The Kyoto Protocol: Helping to protect human health
The recent entry into force of the Kyoto Protocol to the United Nations Framework Convention on Climate Change is an opportunity for better protection of human health.
According to the UN Intergovernmental Panel on Climate Change, global temperatures have risen by approximately 0.6oC in the past century, caused mainly by human-induced emissions of greenhouse gases. Temperatures are projected to increase between 1.6 and 5.8 oC in the next century, accompanied by sea level rises and an increase in the frequency of extreme weather events.
The best available evidence suggests that climatic change since the 1970s may already be causing over 150,000 deaths annually, and that unmitigated greenhouse gas emissions would increase disease burdens in the coming decades. The risks are concentrated in the poorest populations, who have contributed least to the problem.
The Kyoto protocol is signed by 128 nations, and commits the participating industrialized countries to cut emissions of greenhouse gases by over 5% below 1990 levels by the period 2008-2012.
"Over 600 thousand people died in weather-related disasters in the 1990s. Temperature and rainfall influence the rates of diseases such as diarrhoea, vector-borne infections including malaria, and malnutrition, which together cause over 3.5 million deaths a year.

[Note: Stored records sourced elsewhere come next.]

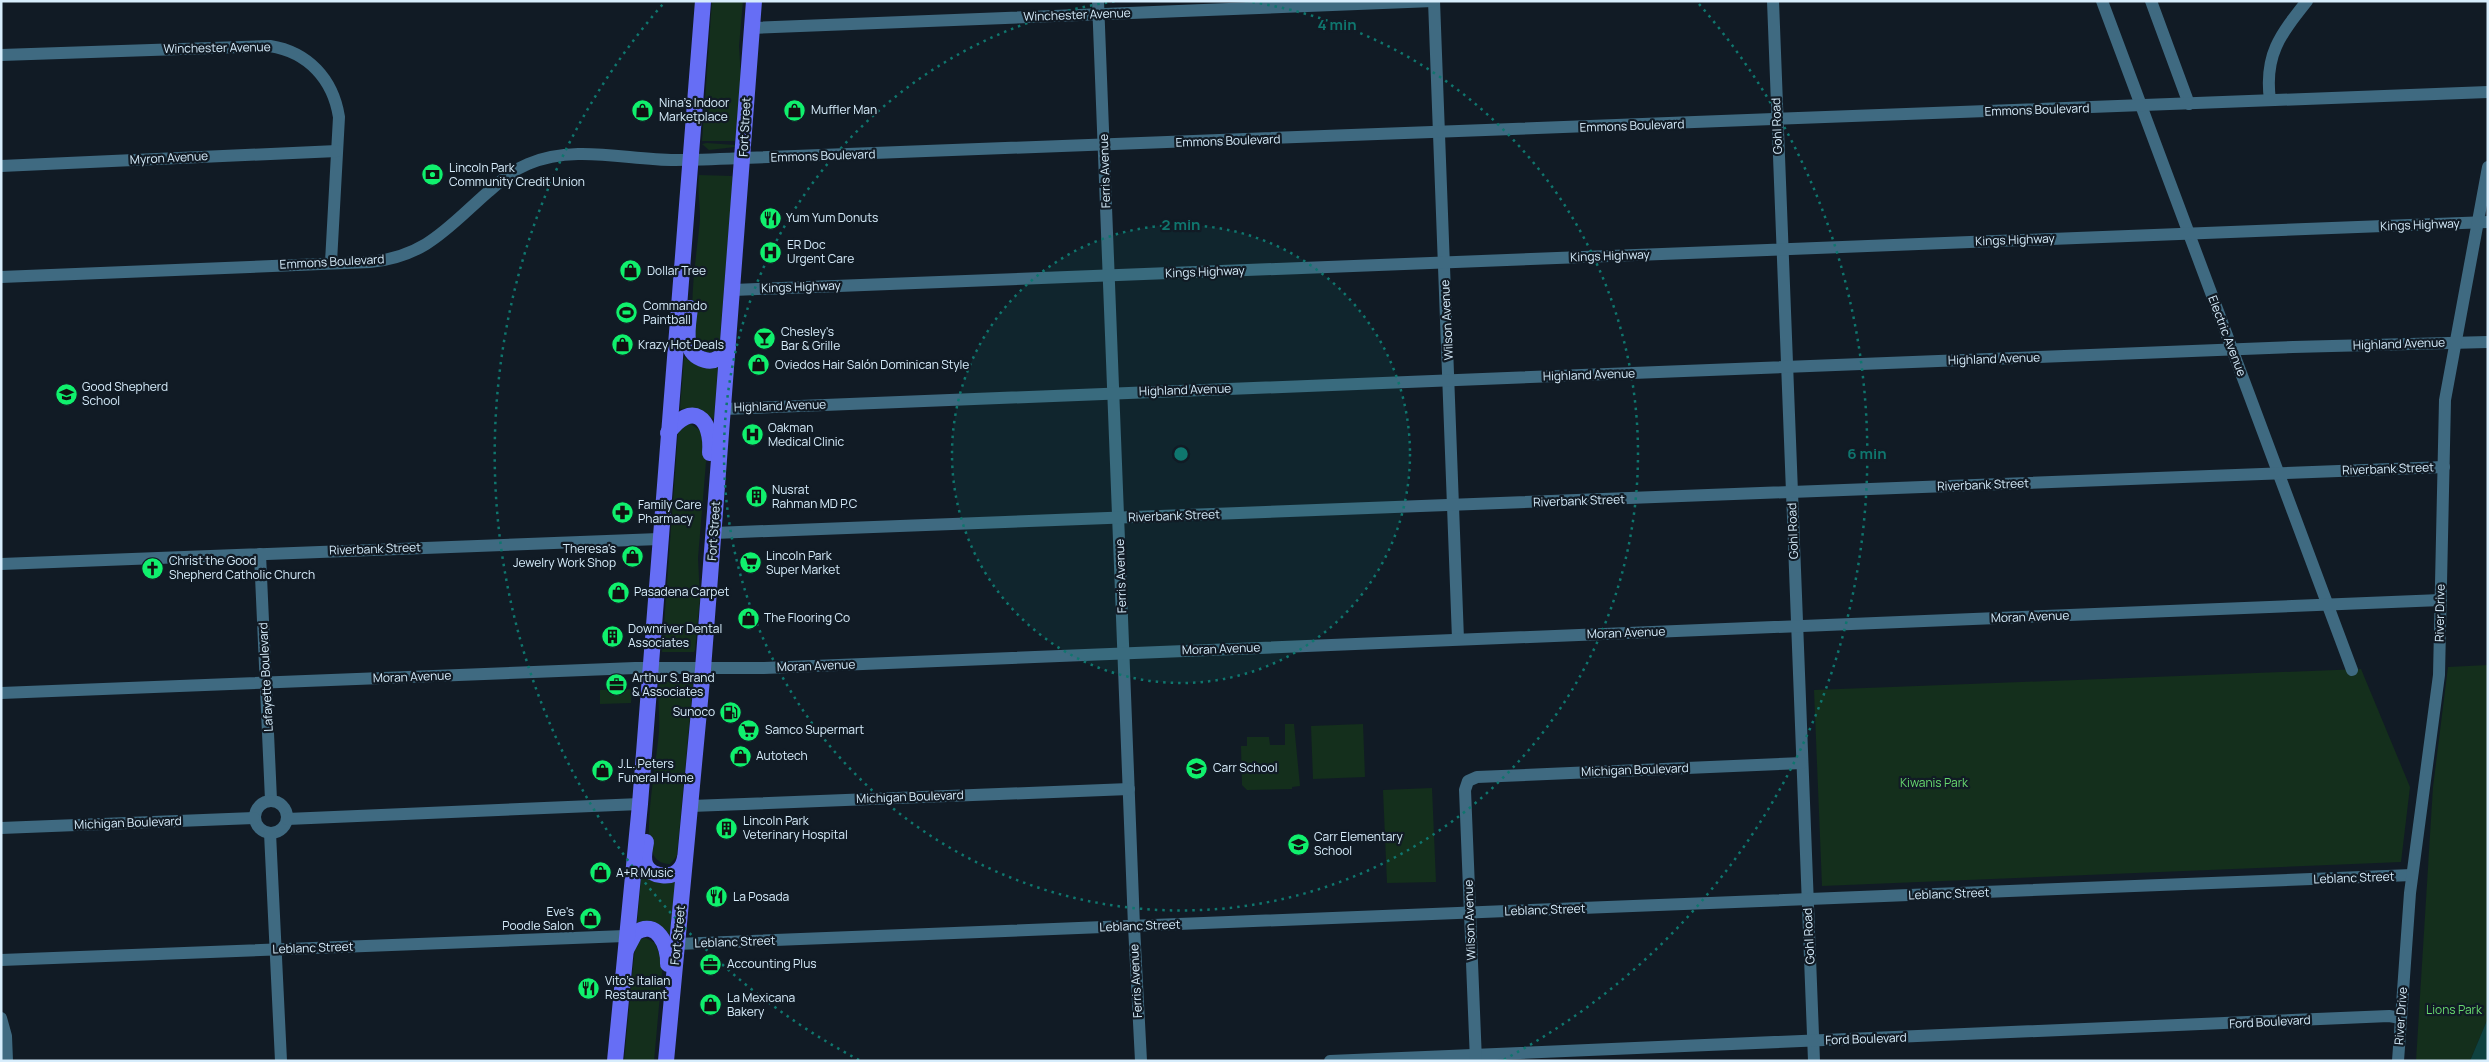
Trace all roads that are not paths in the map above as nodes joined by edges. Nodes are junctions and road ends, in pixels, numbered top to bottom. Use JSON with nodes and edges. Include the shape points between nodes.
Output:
{"nodes":[{"id":1,"x":703,"y":1,"type":"edge"},
{"id":2,"x":746,"y":1,"type":"edge"},
{"id":3,"x":754,"y":1,"type":"edge"},
{"id":4,"x":1098,"y":1,"type":"edge"},
{"id":5,"x":1434,"y":1,"type":"edge"},
{"id":6,"x":1772,"y":1,"type":"edge"},
{"id":7,"x":2102,"y":1,"type":"edge"},
{"id":8,"x":2151,"y":1,"type":"edge"},
{"id":9,"x":2307,"y":1,"type":"edge"},
{"id":10,"x":1099,"y":14,"type":"junction"},
{"id":11,"x":751,"y":31,"type":"junction"},
{"id":12,"x":1,"y":55,"type":"edge"},
{"id":13,"x":2488,"y":92,"type":"edge"},
{"id":14,"x":2270,"y":100,"type":"junction"},
{"id":15,"x":2189,"y":104,"type":"junction"},
{"id":16,"x":2141,"y":106,"type":"junction"},
{"id":17,"x":1777,"y":120,"type":"junction"},
{"id":18,"x":1440,"y":133,"type":"junction"},
{"id":19,"x":1104,"y":146,"type":"junction"},
{"id":20,"x":337,"y":151,"type":"junction"},
{"id":21,"x":743,"y":158,"type":"junction"},
{"id":22,"x":691,"y":159,"type":"junction"},
{"id":23,"x":1,"y":166,"type":"edge"},
{"id":24,"x":2488,"y":167,"type":"edge"},
{"id":25,"x":686,"y":222,"type":"junction"},
{"id":26,"x":2483,"y":222,"type":"edge"},
{"id":27,"x":2188,"y":234,"type":"junction"},
{"id":28,"x":1782,"y":250,"type":"junction"},
{"id":29,"x":331,"y":262,"type":"junction"},
{"id":30,"x":1444,"y":263,"type":"junction"},
{"id":31,"x":1109,"y":276,"type":"junction"},
{"id":32,"x":1,"y":277,"type":"edge"},
{"id":33,"x":733,"y":290,"type":"junction"},
{"id":34,"x":2456,"y":342,"type":"junction"},
{"id":35,"x":2488,"y":342,"type":"edge"},
{"id":36,"x":728,"y":348,"type":"junction"},
{"id":37,"x":2232,"y":350,"type":"junction"},
{"id":38,"x":1787,"y":367,"type":"junction"},
{"id":39,"x":1449,"y":380,"type":"junction"},
{"id":40,"x":1114,"y":393,"type":"junction"},
{"id":41,"x":723,"y":409,"type":"junction"},
{"id":42,"x":672,"y":424,"type":"junction"},
{"id":43,"x":2444,"y":467,"type":"junction"},
{"id":44,"x":2279,"y":474,"type":"junction"},
{"id":45,"x":1792,"y":492,"type":"junction"},
{"id":46,"x":1454,"y":506,"type":"junction"},
{"id":47,"x":1118,"y":519,"type":"junction"},
{"id":48,"x":714,"y":533,"type":"junction"},
{"id":49,"x":660,"y":539,"type":"junction"},
{"id":50,"x":712,"y":550,"type":"junction"},
{"id":51,"x":260,"y":554,"type":"junction"},
{"id":52,"x":1,"y":564,"type":"edge"},
{"id":53,"x":2441,"y":600,"type":"junction"},
{"id":54,"x":2328,"y":605,"type":"junction"},
{"id":55,"x":1797,"y":626,"type":"junction"},
{"id":56,"x":1458,"y":639,"type":"junction"},
{"id":57,"x":1123,"y":653,"type":"junction"},
{"id":58,"x":650,"y":668,"type":"junction"},
{"id":59,"x":703,"y":669,"type":"junction"},
{"id":60,"x":2352,"y":670,"type":"dead end"},
{"id":61,"x":266,"y":683,"type":"junction"},
{"id":62,"x":648,"y":691,"type":"junction"},
{"id":63,"x":1,"y":693,"type":"edge"},
{"id":64,"x":1802,"y":762,"type":"junction"},
{"id":65,"x":1468,"y":781,"type":"joint"},
{"id":66,"x":1129,"y":789,"type":"junction"},
{"id":67,"x":271,"y":800,"type":"junction"},
{"id":68,"x":640,"y":804,"type":"junction"},
{"id":69,"x":691,"y":806,"type":"junction"},
{"id":70,"x":254,"y":818,"type":"junction"},
{"id":71,"x":287,"y":818,"type":"junction"},
{"id":72,"x":1,"y":828,"type":"edge"},
{"id":73,"x":270,"y":833,"type":"junction"},
{"id":74,"x":686,"y":856,"type":"junction"},
{"id":75,"x":2412,"y":875,"type":"junction"},
{"id":76,"x":1807,"y":900,"type":"junction"},
{"id":77,"x":1470,"y":913,"type":"junction"},
{"id":78,"x":1134,"y":926,"type":"junction"},
{"id":79,"x":625,"y":936,"type":"junction"},
{"id":80,"x":677,"y":944,"type":"junction"},
{"id":81,"x":276,"y":950,"type":"junction"},
{"id":82,"x":624,"y":955,"type":"junction"},
{"id":83,"x":1,"y":960,"type":"edge"},
{"id":84,"x":1,"y":1018,"type":"edge"},
{"id":85,"x":2401,"y":1018,"type":"junction"},
{"id":86,"x":1814,"y":1042,"type":"junction"},
{"id":87,"x":616,"y":1058,"type":"edge"},
{"id":88,"x":1476,"y":1058,"type":"edge"},
{"id":89,"x":7,"y":1061,"type":"edge"},
{"id":90,"x":281,"y":1061,"type":"edge"},
{"id":91,"x":659,"y":1061,"type":"edge"},
{"id":92,"x":666,"y":1061,"type":"edge"},
{"id":93,"x":1141,"y":1061,"type":"edge"},
{"id":94,"x":1330,"y":1061,"type":"edge"},
{"id":95,"x":1814,"y":1061,"type":"edge"},
{"id":96,"x":2398,"y":1061,"type":"edge"}],
"edges":[{"from":1,"to":22,"type":"main road"},
{"from":2,"to":11,"type":"main road","via":[[745,20]]},
{"from":3,"to":11,"type":"main road","name":"Fort Street"},
{"from":4,"to":10,"type":"street","name":"Ferris Avenue"},
{"from":5,"to":10,"type":"street","name":"Winchester Avenue"},
{"from":5,"to":18,"type":"street","name":"Wilson Avenue"},
{"from":6,"to":17,"type":"street","name":"Gohl Road"},
{"from":7,"to":16,"type":"street","name":"Electric Avenue"},
{"from":8,"to":15,"type":"street"},
{"from":9,"to":14,"type":"street","via":[[2280,36],[2272,53],[2268,83]]},
{"from":10,"to":11,"type":"street","name":"Winchester Avenue"},
{"from":10,"to":19,"type":"street","name":"Ferris Avenue"},
{"from":11,"to":21,"type":"main road","name":"Fort Street"},
{"from":12,"to":20,"type":"street","name":"Winchester Avenue","via":[[239,46],[279,48],[304,58],[328,83],[339,117]]},
{"from":13,"to":14,"type":"street","name":"Emmons Boulevard"},
{"from":14,"to":15,"type":"street","name":"Emmons Boulevard"},
{"from":15,"to":16,"type":"street","name":"Emmons Boulevard"},
{"from":16,"to":17,"type":"street","name":"Emmons Boulevard"},
{"from":16,"to":27,"type":"street","name":"Electric Avenue"},
{"from":17,"to":18,"type":"street","name":"Emmons Boulevard"},
{"from":17,"to":28,"type":"street","name":"Gohl Road"},
{"from":18,"to":19,"type":"street","name":"Emmons Boulevard"},
{"from":18,"to":30,"type":"street","name":"Wilson Avenue"},
{"from":19,"to":21,"type":"street","name":"Emmons Boulevard"},
{"from":19,"to":31,"type":"street","name":"Ferris Avenue"},
{"from":20,"to":23,"type":"street","name":"Myron Avenue"},
{"from":20,"to":29,"type":"street","name":"Winchester Avenue"},
{"from":21,"to":22,"type":"street","name":"Emmons Boulevard"},
{"from":21,"to":33,"type":"main road","name":"Fort Street"},
{"from":22,"to":25,"type":"main road"},
{"from":22,"to":29,"type":"street","name":"Emmons Boulevard","via":[[575,153],[541,159],[514,171],[441,236],[417,250],[381,261]]},
{"from":24,"to":26,"type":"street","name":"River Drive"},
{"from":25,"to":36,"type":"main road","via":[[694,245],[688,335],[690,349],[698,358],[707,360],[718,359]]},
{"from":25,"to":42,"type":"main road"},
{"from":26,"to":27,"type":"street","name":"Kings Highway"},
{"from":26,"to":34,"type":"street","name":"River Drive"},
{"from":27,"to":28,"type":"street","name":"Kings Highway"},
{"from":27,"to":37,"type":"street","name":"Electric Avenue"},
{"from":28,"to":30,"type":"street","name":"Kings Highway"},
{"from":28,"to":38,"type":"street","name":"Gohl Road"},
{"from":29,"to":32,"type":"street","name":"Emmons Boulevard"},
{"from":30,"to":31,"type":"street","name":"Kings Highway"},
{"from":30,"to":39,"type":"street","name":"Wilson Avenue"},
{"from":31,"to":33,"type":"street","name":"Kings Highway"},
{"from":31,"to":40,"type":"street","name":"Ferris Avenue"},
{"from":33,"to":36,"type":"main road","name":"Fort Street"},
{"from":34,"to":35,"type":"street","name":"Highland Avenue"},
{"from":34,"to":37,"type":"street","name":"Highland Avenue"},
{"from":34,"to":43,"type":"street","name":"River Drive","via":[[2445,400]]},
{"from":36,"to":41,"type":"main road","name":"Fort Street"},
{"from":37,"to":38,"type":"street","name":"Highland Avenue"},
{"from":37,"to":44,"type":"street","name":"Electric Avenue"},
{"from":38,"to":39,"type":"street","name":"Highland Avenue"},
{"from":38,"to":45,"type":"street","name":"Gohl Road"},
{"from":39,"to":40,"type":"street","name":"Highland Avenue"},
{"from":39,"to":46,"type":"street","name":"Wilson Avenue"},
{"from":40,"to":41,"type":"street","name":"Highland Avenue"},
{"from":40,"to":47,"type":"street","name":"Ferris Avenue"},
{"from":41,"to":48,"type":"main road","name":"Fort Street"},
{"from":42,"to":49,"type":"main road"},
{"from":42,"to":50,"type":"main road","via":[[689,416],[696,417],[710,430],[706,529]]},
{"from":43,"to":44,"type":"street","name":"Riverbank Street"},
{"from":43,"to":53,"type":"street","name":"River Drive"},
{"from":44,"to":45,"type":"street","name":"Riverbank Street"},
{"from":44,"to":54,"type":"street","name":"Electric Avenue"},
{"from":45,"to":46,"type":"street","name":"Riverbank Street"},
{"from":45,"to":55,"type":"street","name":"Gohl Road"},
{"from":46,"to":47,"type":"street","name":"Riverbank Street"},
{"from":46,"to":56,"type":"street","name":"Wilson Avenue"},
{"from":47,"to":48,"type":"street","name":"Riverbank Street"},
{"from":47,"to":57,"type":"street","name":"Ferris Avenue"},
{"from":48,"to":50,"type":"main road","name":"Fort Street"},
{"from":49,"to":51,"type":"street","name":"Riverbank Street"},
{"from":49,"to":58,"type":"main road"},
{"from":50,"to":59,"type":"main road","name":"Fort Street"},
{"from":51,"to":52,"type":"street","name":"Riverbank Street"},
{"from":51,"to":61,"type":"street","name":"Lafayette Boulevard"},
{"from":53,"to":54,"type":"street","name":"Moran Avenue"},
{"from":53,"to":75,"type":"street","name":"River Drive","via":[[2439,675]]},
{"from":54,"to":55,"type":"street","name":"Moran Avenue"},
{"from":54,"to":60,"type":"street","name":"Electric Avenue"},
{"from":55,"to":56,"type":"street","name":"Moran Avenue"},
{"from":55,"to":64,"type":"street","name":"Gohl Road"},
{"from":56,"to":57,"type":"street","name":"Moran Avenue"},
{"from":57,"to":59,"type":"street","name":"Moran Avenue"},
{"from":57,"to":66,"type":"street","name":"Ferris Avenue"},
{"from":58,"to":59,"type":"street","name":"Moran Avenue"},
{"from":58,"to":61,"type":"street","name":"Moran Avenue"},
{"from":58,"to":62,"type":"main road"},
{"from":59,"to":69,"type":"main road","name":"Fort Street"},
{"from":61,"to":63,"type":"street","name":"Moran Avenue"},
{"from":61,"to":67,"type":"street","name":"Lafayette Boulevard"},
{"from":62,"to":68,"type":"main road"},
{"from":62,"to":74,"type":"main road","via":[[656,729],[644,861],[650,871],[663,876],[680,870]]},
{"from":64,"to":65,"type":"street","name":"Michigan Boulevard","via":[[1477,777]]},
{"from":64,"to":76,"type":"street","name":"Gohl Road"},
{"from":65,"to":77,"type":"street","name":"Wilson Avenue","via":[[1465,790]]},
{"from":66,"to":69,"type":"street","name":"Michigan Boulevard"},
{"from":66,"to":78,"type":"street","name":"Ferris Avenue"},
{"from":67,"to":70,"type":"street","via":[[261,803]]},
{"from":67,"to":71,"type":"street","via":[[284,807]]},
{"from":68,"to":71,"type":"street"},
{"from":68,"to":79,"type":"main road"},
{"from":69,"to":74,"type":"main road","name":"Fort Street"},
{"from":70,"to":72,"type":"street","name":"Michigan Boulevard"},
{"from":70,"to":73,"type":"street","via":[[258,827]]},
{"from":71,"to":73,"type":"street","via":[[281,829]]},
{"from":73,"to":81,"type":"street"},
{"from":74,"to":80,"type":"main road","name":"Fort Street"},
{"from":75,"to":76,"type":"street","name":"Leblanc Street"},
{"from":75,"to":85,"type":"street","name":"River Drive"},
{"from":76,"to":77,"type":"street","name":"Leblanc Street"},
{"from":76,"to":86,"type":"street","name":"Gohl Road"},
{"from":77,"to":78,"type":"street","name":"Leblanc Street"},
{"from":77,"to":88,"type":"street","name":"Wilson Avenue"},
{"from":78,"to":80,"type":"street","name":"Leblanc Street"},
{"from":78,"to":93,"type":"street","name":"Ferris Avenue"},
{"from":79,"to":81,"type":"street","name":"Leblanc Street"},
{"from":79,"to":82,"type":"main road"},
{"from":80,"to":92,"type":"main road","name":"Fort Street"},
{"from":81,"to":83,"type":"street","name":"Leblanc Street"},
{"from":81,"to":90,"type":"street"},
{"from":82,"to":87,"type":"main road"},
{"from":82,"to":91,"type":"main road","via":[[638,931],[652,930],[666,943],[668,953]]},
{"from":84,"to":89,"type":"street"},
{"from":85,"to":86,"type":"street","name":"Ford Boulevard"},
{"from":85,"to":96,"type":"street","name":"River Drive"},
{"from":86,"to":88,"type":"street","name":"Ford Boulevard"},
{"from":86,"to":95,"type":"street","name":"Gohl Road"},
{"from":88,"to":94,"type":"street","name":"Ford Boulevard"}]}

The Kyoto protocol is a first step towards reducing our impact on the climate system, which exerts such a strong influence on our health", said Dr Kerstin Leitner, Assistant Director-General for Healthy Environments and Sustainable Development.
While acting to reduce greenhouse gas emissions, it is also essential to protect vulnerable communities from the effects of climate changes. WHO works to promote measures such as protection from malaria and other climate sensitive diseases, and reliable access to clean water and sanitation, for people in the most vulnerable developing countries. Increasing disease control efforts will also help to protect current and future generations from the impacts of greenhouse gas emissions.